Find every line in the records below that contains "image", and copy it.

▼

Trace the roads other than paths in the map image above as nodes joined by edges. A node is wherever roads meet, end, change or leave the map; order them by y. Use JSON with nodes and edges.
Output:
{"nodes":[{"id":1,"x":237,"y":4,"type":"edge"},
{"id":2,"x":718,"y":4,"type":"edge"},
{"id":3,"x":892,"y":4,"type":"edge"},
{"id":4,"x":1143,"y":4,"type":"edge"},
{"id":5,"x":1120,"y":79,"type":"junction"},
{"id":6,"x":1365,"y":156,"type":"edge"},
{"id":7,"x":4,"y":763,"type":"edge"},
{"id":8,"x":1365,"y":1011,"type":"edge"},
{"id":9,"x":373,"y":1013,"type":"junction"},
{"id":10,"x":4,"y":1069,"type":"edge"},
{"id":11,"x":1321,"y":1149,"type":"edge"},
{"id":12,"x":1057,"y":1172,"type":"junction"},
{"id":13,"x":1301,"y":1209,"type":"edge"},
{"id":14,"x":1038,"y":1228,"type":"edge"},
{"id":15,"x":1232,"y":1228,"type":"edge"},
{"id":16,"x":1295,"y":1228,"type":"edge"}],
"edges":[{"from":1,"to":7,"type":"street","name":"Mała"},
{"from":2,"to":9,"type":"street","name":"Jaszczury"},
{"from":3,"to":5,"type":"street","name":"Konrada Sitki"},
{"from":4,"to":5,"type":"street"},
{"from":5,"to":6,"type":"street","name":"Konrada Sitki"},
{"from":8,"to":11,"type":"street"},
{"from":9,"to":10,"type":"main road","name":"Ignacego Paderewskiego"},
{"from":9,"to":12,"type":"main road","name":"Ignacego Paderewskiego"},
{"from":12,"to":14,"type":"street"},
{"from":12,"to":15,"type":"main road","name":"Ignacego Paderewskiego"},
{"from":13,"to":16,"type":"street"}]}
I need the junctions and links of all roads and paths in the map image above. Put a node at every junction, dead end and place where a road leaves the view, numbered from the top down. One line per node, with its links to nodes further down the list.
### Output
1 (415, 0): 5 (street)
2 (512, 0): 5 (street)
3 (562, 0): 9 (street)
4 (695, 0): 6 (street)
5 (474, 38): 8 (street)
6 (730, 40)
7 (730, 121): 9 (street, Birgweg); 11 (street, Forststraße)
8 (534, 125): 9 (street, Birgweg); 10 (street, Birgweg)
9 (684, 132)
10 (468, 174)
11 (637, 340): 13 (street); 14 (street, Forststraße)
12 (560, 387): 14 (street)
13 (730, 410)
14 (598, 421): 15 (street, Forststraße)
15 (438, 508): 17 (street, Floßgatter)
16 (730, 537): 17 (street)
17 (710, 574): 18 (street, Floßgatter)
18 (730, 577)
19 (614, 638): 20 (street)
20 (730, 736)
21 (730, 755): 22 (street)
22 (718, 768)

▲

TASK RESULT =>
Trace the roads other than paths in the map image above as nodes joined by edges. A node is wherever roads meet, end, change or leave the map; order them by y. Use JSON with nodes and edges.
I need the junctions and links of all roads and paths in the map image above. Put a node at every junction, dead end and place where a road leaves the view, numbered from the top down. One line per node, with its links to nodes further down the list.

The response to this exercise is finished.